Another good day, just tired. Finally, the last day of ethnic studies class. This is the only class I have to take outside of my Art Studio major. I'm going to take 2 courses in the fall Art 130 Art Criticism and Art 111 Latin American Art. I can't take any studio classes while on tx as they are too intense. They are 3 hours twice a week with at least 6 hours of homework. The tx has extinquished my creative abilities so I'm just going to coast until I finish my tx. I have a long way to go, but so far, so good! Bye for now.

Candy Apples, 2000

Tuesday, August 21, 2007

Tuesday, August 21st 104/336

Yet another good day, fatigue is my only side effect. I've been so tired for so long that my body and my mind are getting used to it. It's just the way it is.

Tragedy! The deer came last night and ate M's brand new Hibiscus plant, she was very upset and she went to the nursury to replace it. I went to the hardware store, the grocery store, the dry cleaners and the bank today. it was 98 degrees and I don't even notice it. I remember that when I first came here, the heat was oppressive, that's another "that's just the way it is" item.
Off to school, bye for now.

Brooklyn Bridge and Twin Towers, 1978

Monday, August 20, 2007

Monday, August 20th 103/336

I have felt good all week, fatigue being my only side effect. I think I'm getting used to being tired all the time and it doesn't seem strange to me anymore. It's just the way things are for now. I believe the prozac really helps as I'm never sad or depressed. I guess it's as they say, after awhile, your body gets used to the poison. Tonight it's off to school with only 3 more classes to go. Hooray! It's warm here, about 100, but that's another thing I've gotten used to. The ex wife is in a dither as she is getting audited. Bye for now.

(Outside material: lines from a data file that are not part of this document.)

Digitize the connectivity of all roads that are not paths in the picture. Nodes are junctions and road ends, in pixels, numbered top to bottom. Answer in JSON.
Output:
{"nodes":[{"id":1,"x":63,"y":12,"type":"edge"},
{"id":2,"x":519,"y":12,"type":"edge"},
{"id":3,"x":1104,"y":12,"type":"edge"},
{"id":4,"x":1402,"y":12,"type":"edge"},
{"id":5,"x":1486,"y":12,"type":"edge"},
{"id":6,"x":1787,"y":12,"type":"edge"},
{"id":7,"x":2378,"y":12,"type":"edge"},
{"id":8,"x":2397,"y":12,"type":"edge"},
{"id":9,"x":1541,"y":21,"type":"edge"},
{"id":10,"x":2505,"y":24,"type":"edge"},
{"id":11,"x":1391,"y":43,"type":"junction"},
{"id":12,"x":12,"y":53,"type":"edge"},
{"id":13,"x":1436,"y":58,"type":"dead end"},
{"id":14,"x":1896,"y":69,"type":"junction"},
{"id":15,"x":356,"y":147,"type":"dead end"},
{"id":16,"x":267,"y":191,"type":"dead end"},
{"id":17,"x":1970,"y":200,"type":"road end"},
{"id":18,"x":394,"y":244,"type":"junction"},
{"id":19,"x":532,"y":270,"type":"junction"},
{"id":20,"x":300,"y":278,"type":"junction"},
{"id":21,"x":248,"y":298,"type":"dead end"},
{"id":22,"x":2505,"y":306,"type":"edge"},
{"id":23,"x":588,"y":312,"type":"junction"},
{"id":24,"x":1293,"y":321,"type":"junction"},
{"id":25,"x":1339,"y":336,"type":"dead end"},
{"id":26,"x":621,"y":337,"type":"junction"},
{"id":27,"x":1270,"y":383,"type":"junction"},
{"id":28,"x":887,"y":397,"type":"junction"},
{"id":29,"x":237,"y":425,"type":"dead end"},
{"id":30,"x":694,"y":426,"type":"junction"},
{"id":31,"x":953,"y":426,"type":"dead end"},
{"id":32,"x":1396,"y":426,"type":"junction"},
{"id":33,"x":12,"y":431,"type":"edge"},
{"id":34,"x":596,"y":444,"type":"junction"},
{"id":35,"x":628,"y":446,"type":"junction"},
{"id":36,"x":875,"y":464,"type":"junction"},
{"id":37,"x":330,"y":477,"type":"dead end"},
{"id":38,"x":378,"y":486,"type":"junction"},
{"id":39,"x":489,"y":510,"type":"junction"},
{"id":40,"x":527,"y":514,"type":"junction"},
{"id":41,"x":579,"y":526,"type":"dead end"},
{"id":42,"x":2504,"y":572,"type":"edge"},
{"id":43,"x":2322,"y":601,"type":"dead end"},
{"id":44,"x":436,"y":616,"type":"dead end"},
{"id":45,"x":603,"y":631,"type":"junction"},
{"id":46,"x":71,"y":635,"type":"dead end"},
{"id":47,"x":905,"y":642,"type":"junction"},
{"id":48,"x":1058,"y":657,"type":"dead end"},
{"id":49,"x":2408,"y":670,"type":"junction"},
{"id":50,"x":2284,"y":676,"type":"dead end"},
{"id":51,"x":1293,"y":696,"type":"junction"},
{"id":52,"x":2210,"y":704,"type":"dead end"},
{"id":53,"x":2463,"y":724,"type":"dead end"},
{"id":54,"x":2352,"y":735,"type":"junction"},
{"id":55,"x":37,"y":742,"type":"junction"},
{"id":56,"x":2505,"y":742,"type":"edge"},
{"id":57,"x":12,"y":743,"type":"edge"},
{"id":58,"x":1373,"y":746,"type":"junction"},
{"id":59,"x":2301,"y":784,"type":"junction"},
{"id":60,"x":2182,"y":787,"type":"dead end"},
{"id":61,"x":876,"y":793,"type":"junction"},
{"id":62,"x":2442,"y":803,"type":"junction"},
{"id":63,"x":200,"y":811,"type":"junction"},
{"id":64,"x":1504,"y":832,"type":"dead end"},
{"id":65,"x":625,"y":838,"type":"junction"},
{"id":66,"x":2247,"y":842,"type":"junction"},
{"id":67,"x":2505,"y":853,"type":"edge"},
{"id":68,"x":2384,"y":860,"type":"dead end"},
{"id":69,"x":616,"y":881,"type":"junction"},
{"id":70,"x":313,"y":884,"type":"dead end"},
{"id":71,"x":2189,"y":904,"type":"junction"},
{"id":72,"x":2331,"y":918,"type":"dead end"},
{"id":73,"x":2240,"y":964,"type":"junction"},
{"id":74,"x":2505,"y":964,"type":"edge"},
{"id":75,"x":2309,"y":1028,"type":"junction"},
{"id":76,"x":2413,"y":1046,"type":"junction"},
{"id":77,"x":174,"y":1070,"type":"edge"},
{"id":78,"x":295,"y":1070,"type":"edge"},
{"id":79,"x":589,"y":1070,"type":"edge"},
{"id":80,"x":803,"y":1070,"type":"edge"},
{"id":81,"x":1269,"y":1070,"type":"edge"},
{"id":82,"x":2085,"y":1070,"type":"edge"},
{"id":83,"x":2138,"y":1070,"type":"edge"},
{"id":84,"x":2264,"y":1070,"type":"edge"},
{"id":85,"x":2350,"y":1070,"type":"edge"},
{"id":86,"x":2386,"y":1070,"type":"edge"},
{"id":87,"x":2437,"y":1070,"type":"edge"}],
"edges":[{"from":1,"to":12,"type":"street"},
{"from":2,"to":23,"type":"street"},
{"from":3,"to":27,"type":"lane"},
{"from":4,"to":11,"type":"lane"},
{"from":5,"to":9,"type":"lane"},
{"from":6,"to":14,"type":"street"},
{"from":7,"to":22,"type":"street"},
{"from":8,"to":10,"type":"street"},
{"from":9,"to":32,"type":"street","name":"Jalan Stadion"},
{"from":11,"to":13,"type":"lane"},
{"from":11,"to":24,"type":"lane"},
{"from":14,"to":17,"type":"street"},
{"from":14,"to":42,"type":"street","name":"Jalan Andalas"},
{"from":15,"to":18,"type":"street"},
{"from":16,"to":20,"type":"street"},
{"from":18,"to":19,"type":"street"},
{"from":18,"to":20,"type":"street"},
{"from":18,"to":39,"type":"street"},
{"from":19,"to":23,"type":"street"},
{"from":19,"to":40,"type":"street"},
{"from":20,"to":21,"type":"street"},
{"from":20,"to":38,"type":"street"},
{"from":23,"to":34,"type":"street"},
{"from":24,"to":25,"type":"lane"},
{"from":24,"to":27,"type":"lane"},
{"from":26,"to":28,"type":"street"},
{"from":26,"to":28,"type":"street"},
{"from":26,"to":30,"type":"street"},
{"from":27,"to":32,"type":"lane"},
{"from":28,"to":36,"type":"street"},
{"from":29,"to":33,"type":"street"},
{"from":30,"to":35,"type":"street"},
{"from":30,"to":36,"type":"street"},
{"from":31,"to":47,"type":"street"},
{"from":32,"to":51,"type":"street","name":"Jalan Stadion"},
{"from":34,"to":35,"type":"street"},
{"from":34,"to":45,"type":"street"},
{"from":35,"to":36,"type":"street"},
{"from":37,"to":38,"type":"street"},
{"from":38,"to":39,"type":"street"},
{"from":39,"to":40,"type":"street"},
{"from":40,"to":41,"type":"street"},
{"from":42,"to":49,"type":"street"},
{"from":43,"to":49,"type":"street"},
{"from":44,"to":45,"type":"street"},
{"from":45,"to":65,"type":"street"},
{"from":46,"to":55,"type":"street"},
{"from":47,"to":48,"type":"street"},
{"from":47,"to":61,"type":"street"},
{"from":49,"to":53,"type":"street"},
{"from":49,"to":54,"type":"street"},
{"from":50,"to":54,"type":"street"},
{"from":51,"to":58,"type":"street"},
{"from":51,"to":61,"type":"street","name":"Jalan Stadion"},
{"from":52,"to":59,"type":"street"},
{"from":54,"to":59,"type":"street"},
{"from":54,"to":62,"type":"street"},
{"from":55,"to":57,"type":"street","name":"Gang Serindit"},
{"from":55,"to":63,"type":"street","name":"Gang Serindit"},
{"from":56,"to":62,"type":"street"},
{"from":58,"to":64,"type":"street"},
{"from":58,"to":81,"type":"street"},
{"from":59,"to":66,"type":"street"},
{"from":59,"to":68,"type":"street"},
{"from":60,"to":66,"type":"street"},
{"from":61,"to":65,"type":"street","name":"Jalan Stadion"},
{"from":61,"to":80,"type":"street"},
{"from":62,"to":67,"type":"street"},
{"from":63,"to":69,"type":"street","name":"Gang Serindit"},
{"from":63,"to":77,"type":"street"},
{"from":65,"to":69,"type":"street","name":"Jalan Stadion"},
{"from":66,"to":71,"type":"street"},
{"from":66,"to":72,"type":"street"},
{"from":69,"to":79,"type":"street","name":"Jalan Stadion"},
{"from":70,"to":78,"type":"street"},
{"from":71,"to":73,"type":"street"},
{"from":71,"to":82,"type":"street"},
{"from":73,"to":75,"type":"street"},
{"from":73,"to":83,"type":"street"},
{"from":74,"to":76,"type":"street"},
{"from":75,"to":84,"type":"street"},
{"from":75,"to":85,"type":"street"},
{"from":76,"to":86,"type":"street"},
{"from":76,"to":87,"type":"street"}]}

South Tower, Golden Gate Bridge, Sunset, 2002

Sunday, August 19, 2007

Sunday, August 19th 102/336

Woke up in SF this morning feeling really good. Week 15 is lining up to be the best week in awhile. The loft looks Fabu, the stagers did a great job. The same unit is for sale @ 1,000,000 so I'm looking good @ 899,000. M and I took all of the excess junk to Sacramento this afternoon. I did the moving and drove all of the way home. I over did it a little bit but a 2 hour nap fized everything up. Treatment is very doable this week. Bye for now.

3 brothers and 2 brothers and 5 cousins, 1978
I wonder what happened to them?

Saturday, August 18, 2007

Saturday, August 18th 101/336

Woke up this morning feeling groovy. A bagel, some yogurt, 2 prozacs, and back to sleep till 10:30. Today, I don't have the usual nasty Saturday sx's. Strange brew!

The stagers came in to my loft and made it looked loved. $2400.00 to have it look like pottery barn, I can complain, but my years in the biz tells me works. The price is $899,000 and we hope to see it go over asking. I feel OK selling as it's been 5 years and it's time to move on. The other good thing is that it will realize a big profit, tax free as it was my principal residence for 4 years.

Off to SF and bye for now.


This painting was how I learned to paint. I copied a painting that I liked by Chris Brown and when I was done it all had come together.

Friday, August 17, 2007

Friday, August 17th 100/336

I'm so happy to be in the triple digits. I don't know why, but it seems to be a milestone. I finished my last paper today. It's ironic that I participated in the student strike at SF State in 1969 which brought ethnic studies to the colleges. 38 years later, I'm taking a mandated ethnic studies course as the result of my past actions,

Walked to the river with the dog. M is of to the Gay club with her girlfriends. She goes there so men don't harass her. Bye for now.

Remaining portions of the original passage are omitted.